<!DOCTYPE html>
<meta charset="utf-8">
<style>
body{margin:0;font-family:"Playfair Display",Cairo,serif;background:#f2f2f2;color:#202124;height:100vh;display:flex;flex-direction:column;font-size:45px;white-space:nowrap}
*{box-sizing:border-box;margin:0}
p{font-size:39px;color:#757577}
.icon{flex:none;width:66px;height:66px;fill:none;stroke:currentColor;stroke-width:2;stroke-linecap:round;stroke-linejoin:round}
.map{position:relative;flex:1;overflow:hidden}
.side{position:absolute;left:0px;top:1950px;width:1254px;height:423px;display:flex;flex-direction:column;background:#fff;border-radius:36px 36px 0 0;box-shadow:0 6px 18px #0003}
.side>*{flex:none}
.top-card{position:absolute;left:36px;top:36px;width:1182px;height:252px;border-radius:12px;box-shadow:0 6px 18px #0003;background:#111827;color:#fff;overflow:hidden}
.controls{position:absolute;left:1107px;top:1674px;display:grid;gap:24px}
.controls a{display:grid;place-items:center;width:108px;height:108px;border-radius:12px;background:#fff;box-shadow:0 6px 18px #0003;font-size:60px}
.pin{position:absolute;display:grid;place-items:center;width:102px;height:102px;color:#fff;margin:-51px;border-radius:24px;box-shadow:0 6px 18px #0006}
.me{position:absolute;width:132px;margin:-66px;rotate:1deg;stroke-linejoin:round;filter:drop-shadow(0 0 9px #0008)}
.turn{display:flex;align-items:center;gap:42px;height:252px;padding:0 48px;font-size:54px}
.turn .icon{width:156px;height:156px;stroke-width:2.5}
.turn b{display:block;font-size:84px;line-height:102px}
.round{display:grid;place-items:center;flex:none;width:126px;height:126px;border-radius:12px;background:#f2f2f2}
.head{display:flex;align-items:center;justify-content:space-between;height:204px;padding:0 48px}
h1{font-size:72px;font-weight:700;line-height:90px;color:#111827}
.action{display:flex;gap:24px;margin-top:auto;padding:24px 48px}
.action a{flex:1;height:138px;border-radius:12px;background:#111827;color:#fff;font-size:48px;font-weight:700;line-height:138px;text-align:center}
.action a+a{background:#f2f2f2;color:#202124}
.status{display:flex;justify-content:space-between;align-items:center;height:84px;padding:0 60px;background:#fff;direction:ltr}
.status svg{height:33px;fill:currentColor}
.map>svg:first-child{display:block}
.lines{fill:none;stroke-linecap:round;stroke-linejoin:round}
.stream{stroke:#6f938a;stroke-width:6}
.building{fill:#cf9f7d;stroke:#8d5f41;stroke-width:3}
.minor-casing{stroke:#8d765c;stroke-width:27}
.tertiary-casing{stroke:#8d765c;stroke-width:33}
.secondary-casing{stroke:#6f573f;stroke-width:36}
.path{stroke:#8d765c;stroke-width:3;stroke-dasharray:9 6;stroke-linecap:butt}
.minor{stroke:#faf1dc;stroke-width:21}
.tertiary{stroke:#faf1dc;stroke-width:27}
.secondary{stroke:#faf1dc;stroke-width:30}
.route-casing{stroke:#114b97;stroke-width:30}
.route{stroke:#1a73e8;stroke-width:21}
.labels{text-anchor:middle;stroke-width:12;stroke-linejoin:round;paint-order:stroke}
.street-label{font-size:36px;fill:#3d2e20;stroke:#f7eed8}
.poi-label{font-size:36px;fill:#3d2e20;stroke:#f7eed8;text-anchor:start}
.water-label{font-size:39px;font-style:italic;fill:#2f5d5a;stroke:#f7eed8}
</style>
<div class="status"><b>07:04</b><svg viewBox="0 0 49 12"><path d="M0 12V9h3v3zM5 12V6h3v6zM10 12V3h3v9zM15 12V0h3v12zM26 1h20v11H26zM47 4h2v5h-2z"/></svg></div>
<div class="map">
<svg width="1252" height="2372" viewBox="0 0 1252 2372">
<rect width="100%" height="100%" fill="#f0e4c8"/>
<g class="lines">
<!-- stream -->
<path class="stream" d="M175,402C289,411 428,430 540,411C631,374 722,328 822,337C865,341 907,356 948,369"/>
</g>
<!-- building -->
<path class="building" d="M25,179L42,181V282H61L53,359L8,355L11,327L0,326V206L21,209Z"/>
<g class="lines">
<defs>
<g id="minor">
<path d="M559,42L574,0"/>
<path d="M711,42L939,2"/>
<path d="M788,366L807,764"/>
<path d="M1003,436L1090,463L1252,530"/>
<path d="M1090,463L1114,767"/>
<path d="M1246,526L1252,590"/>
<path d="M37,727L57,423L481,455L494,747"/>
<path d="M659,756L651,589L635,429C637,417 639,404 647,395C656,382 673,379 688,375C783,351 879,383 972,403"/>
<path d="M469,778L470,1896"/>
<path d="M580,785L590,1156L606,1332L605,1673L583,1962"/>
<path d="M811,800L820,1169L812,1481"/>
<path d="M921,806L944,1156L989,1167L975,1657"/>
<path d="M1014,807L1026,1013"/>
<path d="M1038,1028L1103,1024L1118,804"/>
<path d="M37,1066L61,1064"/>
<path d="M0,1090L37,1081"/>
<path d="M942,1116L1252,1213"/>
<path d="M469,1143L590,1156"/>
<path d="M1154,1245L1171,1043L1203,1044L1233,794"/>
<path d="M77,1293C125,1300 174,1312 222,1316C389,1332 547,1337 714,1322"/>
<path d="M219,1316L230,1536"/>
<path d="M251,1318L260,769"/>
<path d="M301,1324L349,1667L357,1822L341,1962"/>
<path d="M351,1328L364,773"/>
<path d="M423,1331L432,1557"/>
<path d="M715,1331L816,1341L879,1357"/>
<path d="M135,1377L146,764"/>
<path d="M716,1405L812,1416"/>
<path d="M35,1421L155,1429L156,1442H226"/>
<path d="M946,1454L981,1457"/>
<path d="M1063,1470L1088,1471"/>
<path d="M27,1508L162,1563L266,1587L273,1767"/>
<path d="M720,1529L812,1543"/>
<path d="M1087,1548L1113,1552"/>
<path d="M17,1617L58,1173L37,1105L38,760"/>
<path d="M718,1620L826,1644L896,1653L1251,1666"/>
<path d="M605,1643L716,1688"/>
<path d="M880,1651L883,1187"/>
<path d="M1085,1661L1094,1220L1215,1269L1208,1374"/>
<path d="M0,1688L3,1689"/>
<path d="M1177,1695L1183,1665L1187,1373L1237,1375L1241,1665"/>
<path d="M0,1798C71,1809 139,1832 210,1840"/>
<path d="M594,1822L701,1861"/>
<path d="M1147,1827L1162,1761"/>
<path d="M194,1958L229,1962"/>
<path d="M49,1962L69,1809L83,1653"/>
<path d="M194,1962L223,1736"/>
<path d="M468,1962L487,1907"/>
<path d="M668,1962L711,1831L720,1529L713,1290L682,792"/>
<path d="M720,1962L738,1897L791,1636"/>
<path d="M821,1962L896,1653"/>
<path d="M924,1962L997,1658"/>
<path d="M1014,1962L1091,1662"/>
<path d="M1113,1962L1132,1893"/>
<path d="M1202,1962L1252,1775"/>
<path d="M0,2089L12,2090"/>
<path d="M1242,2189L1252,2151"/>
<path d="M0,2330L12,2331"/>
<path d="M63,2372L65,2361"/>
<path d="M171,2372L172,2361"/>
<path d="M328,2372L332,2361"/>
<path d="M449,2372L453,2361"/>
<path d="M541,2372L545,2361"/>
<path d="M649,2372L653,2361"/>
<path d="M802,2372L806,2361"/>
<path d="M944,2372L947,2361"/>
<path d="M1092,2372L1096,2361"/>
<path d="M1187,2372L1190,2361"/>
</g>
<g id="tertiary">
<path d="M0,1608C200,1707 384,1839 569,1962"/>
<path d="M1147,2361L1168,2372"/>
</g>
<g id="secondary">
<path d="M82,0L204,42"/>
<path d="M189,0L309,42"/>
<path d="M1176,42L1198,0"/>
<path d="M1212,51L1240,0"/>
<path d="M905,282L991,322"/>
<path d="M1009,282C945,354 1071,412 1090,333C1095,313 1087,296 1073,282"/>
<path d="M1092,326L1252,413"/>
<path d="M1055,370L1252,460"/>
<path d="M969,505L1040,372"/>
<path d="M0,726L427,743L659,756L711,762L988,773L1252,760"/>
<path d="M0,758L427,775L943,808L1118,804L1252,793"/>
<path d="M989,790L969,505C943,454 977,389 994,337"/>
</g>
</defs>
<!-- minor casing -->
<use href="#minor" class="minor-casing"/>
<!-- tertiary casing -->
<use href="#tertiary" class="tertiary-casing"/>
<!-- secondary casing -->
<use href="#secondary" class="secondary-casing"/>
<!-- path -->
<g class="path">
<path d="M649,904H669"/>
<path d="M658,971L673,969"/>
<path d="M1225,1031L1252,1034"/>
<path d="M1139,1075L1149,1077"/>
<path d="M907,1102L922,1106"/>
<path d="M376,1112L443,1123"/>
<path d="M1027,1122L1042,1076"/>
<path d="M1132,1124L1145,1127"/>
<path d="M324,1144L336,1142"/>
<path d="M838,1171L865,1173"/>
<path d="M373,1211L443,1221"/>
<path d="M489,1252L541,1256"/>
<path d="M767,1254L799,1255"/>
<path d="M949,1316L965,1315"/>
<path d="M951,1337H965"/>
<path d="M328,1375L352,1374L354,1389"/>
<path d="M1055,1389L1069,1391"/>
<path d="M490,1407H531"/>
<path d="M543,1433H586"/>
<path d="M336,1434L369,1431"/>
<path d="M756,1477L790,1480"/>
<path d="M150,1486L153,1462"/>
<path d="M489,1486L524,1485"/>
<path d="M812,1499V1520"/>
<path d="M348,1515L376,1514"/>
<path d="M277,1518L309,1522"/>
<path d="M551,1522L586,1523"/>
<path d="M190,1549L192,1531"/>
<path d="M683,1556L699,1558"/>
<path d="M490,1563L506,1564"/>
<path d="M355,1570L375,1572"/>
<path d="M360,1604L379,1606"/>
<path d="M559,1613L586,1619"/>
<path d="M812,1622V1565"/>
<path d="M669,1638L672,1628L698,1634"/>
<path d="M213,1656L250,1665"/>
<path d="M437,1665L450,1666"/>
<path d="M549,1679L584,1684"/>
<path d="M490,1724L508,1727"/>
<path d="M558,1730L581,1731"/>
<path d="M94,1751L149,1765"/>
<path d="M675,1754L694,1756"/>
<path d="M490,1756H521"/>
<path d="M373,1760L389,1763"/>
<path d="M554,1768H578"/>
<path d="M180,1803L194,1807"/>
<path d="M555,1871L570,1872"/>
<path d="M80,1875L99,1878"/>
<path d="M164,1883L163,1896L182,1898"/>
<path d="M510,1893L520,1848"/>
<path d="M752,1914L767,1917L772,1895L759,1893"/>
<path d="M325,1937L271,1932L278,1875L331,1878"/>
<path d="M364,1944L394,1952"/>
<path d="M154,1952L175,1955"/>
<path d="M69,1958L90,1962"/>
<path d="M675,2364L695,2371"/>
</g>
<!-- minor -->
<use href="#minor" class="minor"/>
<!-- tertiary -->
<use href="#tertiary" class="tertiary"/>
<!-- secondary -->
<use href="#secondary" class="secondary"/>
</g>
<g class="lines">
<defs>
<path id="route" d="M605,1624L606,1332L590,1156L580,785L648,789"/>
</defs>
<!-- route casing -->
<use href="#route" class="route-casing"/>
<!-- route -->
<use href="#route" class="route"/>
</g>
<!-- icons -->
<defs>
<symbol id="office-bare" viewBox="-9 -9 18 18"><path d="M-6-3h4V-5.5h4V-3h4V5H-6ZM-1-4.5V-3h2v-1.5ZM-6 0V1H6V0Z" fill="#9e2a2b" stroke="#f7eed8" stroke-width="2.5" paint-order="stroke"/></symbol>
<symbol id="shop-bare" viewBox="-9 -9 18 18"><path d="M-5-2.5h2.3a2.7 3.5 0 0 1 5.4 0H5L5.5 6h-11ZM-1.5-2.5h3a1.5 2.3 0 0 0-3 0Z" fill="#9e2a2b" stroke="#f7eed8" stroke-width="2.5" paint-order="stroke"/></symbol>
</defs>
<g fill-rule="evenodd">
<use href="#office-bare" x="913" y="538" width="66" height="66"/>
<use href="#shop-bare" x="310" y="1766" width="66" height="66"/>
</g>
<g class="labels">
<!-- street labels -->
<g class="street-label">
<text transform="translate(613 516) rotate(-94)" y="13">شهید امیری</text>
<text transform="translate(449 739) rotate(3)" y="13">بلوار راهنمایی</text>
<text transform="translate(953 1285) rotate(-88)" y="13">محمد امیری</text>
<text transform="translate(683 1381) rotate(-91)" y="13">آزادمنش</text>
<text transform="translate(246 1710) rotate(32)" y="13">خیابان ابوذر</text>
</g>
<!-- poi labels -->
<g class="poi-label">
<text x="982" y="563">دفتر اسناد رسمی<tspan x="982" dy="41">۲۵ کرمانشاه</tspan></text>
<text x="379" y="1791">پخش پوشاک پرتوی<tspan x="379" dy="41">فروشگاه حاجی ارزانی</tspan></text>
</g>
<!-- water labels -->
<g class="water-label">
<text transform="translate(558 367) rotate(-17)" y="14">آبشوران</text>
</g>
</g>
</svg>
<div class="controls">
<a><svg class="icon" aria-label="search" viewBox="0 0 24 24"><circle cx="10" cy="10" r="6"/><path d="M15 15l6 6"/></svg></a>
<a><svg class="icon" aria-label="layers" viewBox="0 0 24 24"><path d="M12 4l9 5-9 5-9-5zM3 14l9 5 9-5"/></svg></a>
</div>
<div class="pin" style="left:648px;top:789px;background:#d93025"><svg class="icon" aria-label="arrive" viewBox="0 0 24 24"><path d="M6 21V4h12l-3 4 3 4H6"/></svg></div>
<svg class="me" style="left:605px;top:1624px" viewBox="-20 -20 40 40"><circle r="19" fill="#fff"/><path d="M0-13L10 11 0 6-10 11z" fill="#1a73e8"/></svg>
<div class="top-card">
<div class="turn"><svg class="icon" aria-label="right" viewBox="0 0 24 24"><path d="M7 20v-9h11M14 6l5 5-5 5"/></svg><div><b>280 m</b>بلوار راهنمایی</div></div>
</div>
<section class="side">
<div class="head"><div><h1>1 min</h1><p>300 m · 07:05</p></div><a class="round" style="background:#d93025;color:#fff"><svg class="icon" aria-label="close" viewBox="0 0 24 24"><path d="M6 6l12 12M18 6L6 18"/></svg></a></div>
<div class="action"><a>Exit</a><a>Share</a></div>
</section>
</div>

WORK INSTRUCTION: Copy each line of the listing that contains the string "padding".

ANSWER SECTION:
.turn{display:flex;align-items:center;gap:42px;height:252px;padding:0 48px;font-size:54px}
.head{display:flex;align-items:center;justify-content:space-between;height:204px;padding:0 48px}
.action{display:flex;gap:24px;margin-top:auto;padding:24px 48px}
.status{display:flex;justify-content:space-between;align-items:center;height:84px;padding:0 60px;background:#fff;direction:ltr}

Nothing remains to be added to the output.